Por Redação | 09 de Outubro de 2017 às 10h39

Menos de uma semana depois de seu lançamento nos Estados Unidos, Europa e Japão, o SNES Classic Mini já está desbloqueado. Hackers publicaram, neste fim de semana, um método simples para que mais jogos do Super Nintendo, além dos 21 títulos já disponíveis no aparelho, possam ser colocados na memória do console a partir de ROMs disponíveis livremente na internet.

Na realidade, os trabalhos para desbloqueio do dispositivo começaram assim que ele chegou às lojas, e apenas dias depois já haviam soluções para fazer isso. No último final de semana, entretanto, surgiu o que os especialistas chamam de primeira versão “final” do desbloqueio, com instruções claras para os usuários mais leigos e funcionamento simples.

O sistema, basicamente, trabalha a partir de uma alteração do kernel do sistema operacional do SNES Classic Mini. A partir disso, é possível rodar títulos que não estão na biblioteca inicial do console, com de 60 a 90 jogos podendo ser armazenados na memória do console, de acordo com o tamanho de cada um deles.

Nem todos, entretanto, funcionam perfeitamente – só a maioria. De acordo com os dados revelados pelos hackers, que estão sendo compartilhados em uma lista pública baseada na experiência dos próprios usuários, 75% da biblioteca original do Super Nintendo funciona em sua versão em miniatura, enquanto o restante até é jogável, mas apresentando problemas. Os especialistas dizem estar trabalhado para que o restante da biblioteca rode adequadamente.

Para que tudo funcione, o usuário precisa apenas ligar o aparelho ao computador por meio do cabo USB que o acompanha e baixar um aplicativo para desbloqueio, que deve ser instalado no computador. Depois, basta seguir as instruções na tela para que os títulos originais, na memória, sejam apagados e substituídos pelas ROMs baixadas da internet – cuja conversão para um formato compatível acontece de forma automática, na maioria dos casos.

Entretanto, os próprios hackers avisam que esse é um processo que pode danificar permanentemente o aparelho.
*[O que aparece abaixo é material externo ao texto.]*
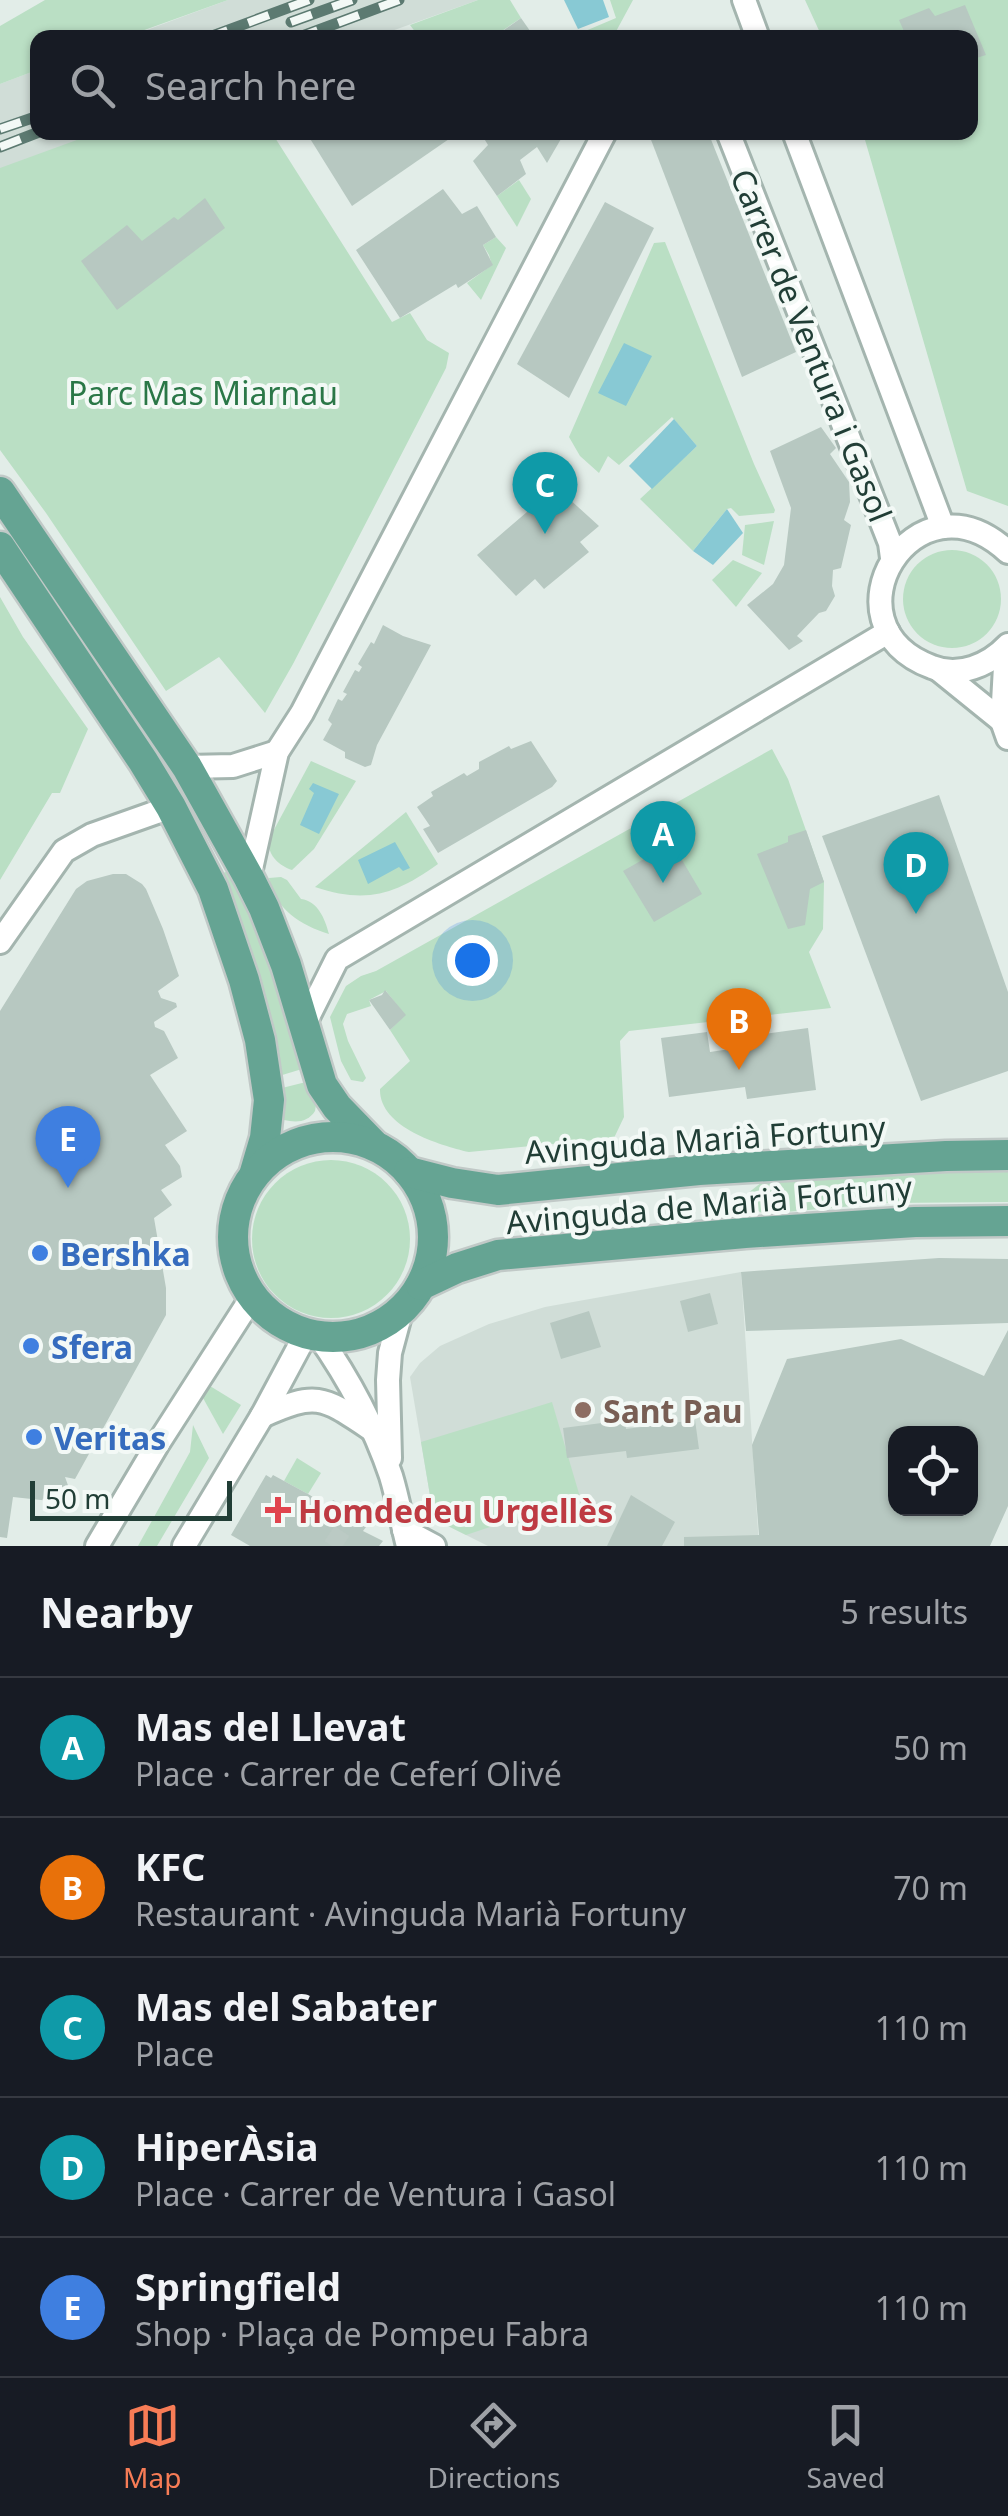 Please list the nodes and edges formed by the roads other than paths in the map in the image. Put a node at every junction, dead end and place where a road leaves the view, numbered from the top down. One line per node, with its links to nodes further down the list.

Além disso, é claro, não é necessário dizer que a Nintendo também não aprova a prática, com sua realização anulando completamente a garantia caso aconteça algum problema durante o processo.

Por outro lado, não há muita coisa que a “Big N” possa fazer a respeito. O SNES Classic Mini é completamente desconectado, o que significa que ele também não pode receber atualizações de sistema que, como em videogames tradicionais, poderiam servir para remover as portas de entrada usadas pelos hackers.

O mesmo processo já havia acontecido no ano passado, com o NES Classic Mini – e foi facilitado pelo fato de a nova versão do SNES utilizar praticamente o mesmo hardware. Entretanto, no caso do antecessor, até mesmo games de outras plataformas, incluindo o próprio Super Nintendo, funcionavam, o que ainda não é possível no novo aparelho. Mas isso é apenas uma questão de tempo, como afirmam os hackers.